__The task__:
Without the images, set down each entry exactly.

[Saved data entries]
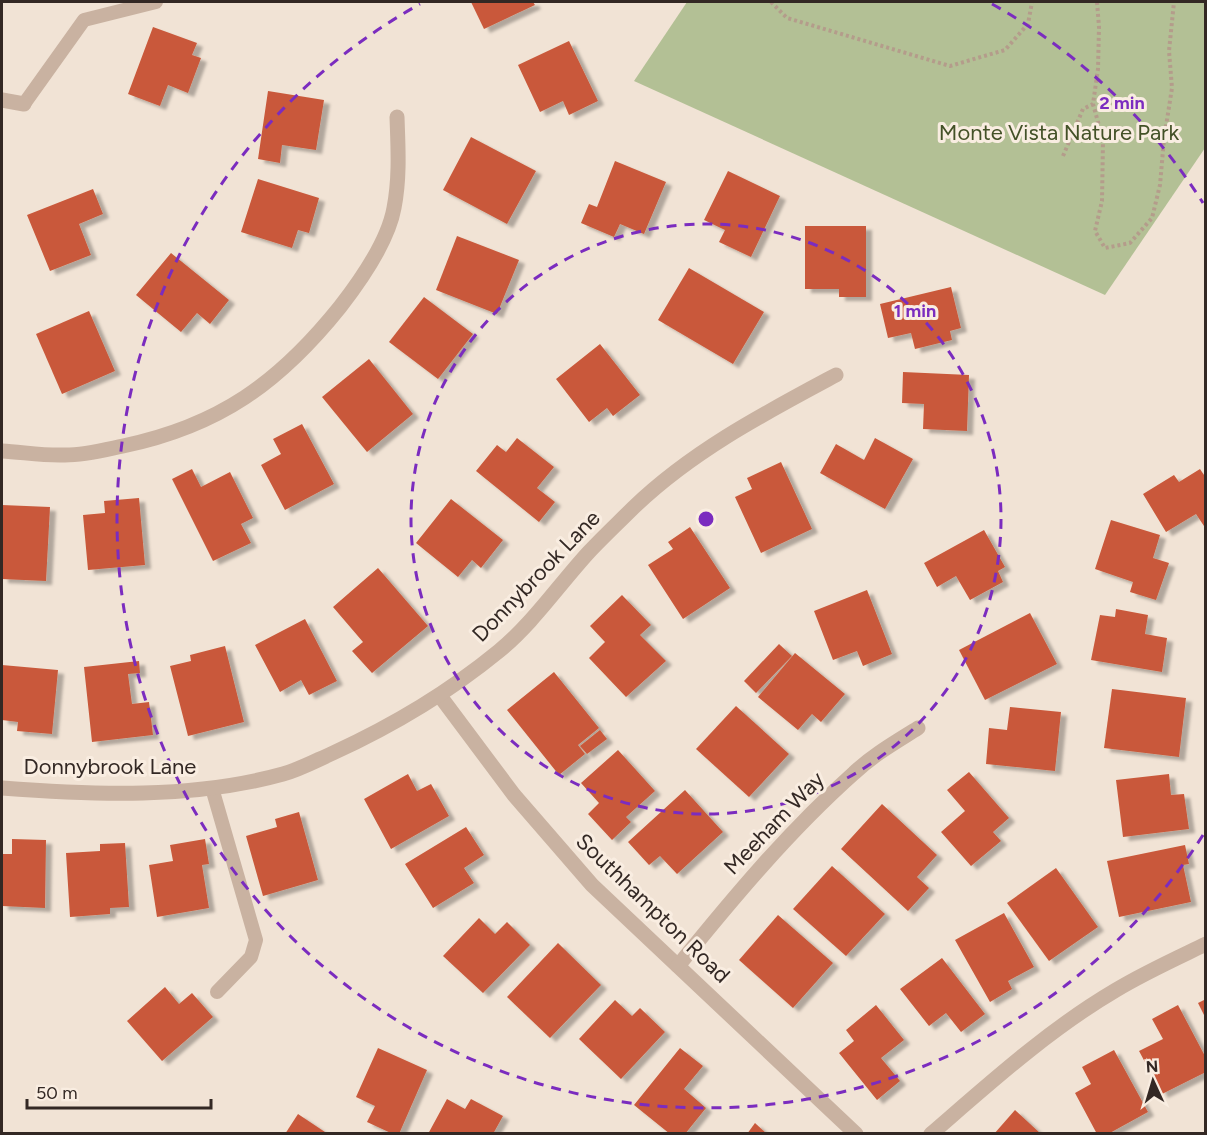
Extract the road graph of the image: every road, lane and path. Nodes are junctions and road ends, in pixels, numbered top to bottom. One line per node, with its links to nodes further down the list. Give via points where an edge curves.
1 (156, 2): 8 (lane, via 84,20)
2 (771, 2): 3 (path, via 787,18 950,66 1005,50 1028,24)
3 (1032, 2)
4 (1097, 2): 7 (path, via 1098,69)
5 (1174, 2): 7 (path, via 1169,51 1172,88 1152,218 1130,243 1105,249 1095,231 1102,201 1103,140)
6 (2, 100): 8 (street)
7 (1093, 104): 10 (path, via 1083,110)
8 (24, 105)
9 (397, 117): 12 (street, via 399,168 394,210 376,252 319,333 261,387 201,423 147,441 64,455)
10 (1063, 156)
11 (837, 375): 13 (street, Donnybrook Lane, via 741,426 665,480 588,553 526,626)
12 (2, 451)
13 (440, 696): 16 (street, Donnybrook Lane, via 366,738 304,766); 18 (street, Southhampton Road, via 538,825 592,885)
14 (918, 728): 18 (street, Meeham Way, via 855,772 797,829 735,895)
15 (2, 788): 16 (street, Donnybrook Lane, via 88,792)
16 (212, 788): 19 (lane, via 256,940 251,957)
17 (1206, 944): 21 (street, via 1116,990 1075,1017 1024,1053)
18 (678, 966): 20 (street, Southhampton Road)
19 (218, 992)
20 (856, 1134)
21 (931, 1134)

__Task answer__:
Extract the road graph of the image: every road, lane and path. Nodes are junctions and road ends, in pixels, numbered top to bottom. One line per node, with its links to nodes further down the list. Give via points where an edge curves.
1 (156, 2): 8 (lane, via 84,20)
2 (771, 2): 3 (path, via 787,18 950,66 1005,50 1028,24)
3 (1032, 2)
4 (1097, 2): 7 (path, via 1098,69)
5 (1174, 2): 7 (path, via 1169,51 1172,88 1152,218 1130,243 1105,249 1095,231 1102,201 1103,140)
6 (2, 100): 8 (street)
7 (1093, 104): 10 (path, via 1083,110)
8 (24, 105)
9 (397, 117): 12 (street, via 399,168 394,210 376,252 319,333 261,387 201,423 147,441 64,455)
10 (1063, 156)
11 (837, 375): 13 (street, Donnybrook Lane, via 741,426 665,480 588,553 526,626)
12 (2, 451)
13 (440, 696): 16 (street, Donnybrook Lane, via 366,738 304,766); 18 (street, Southhampton Road, via 538,825 592,885)
14 (918, 728): 18 (street, Meeham Way, via 855,772 797,829 735,895)
15 (2, 788): 16 (street, Donnybrook Lane, via 88,792)
16 (212, 788): 19 (lane, via 256,940 251,957)
17 (1206, 944): 21 (street, via 1116,990 1075,1017 1024,1053)
18 (678, 966): 20 (street, Southhampton Road)
19 (218, 992)
20 (856, 1134)
21 (931, 1134)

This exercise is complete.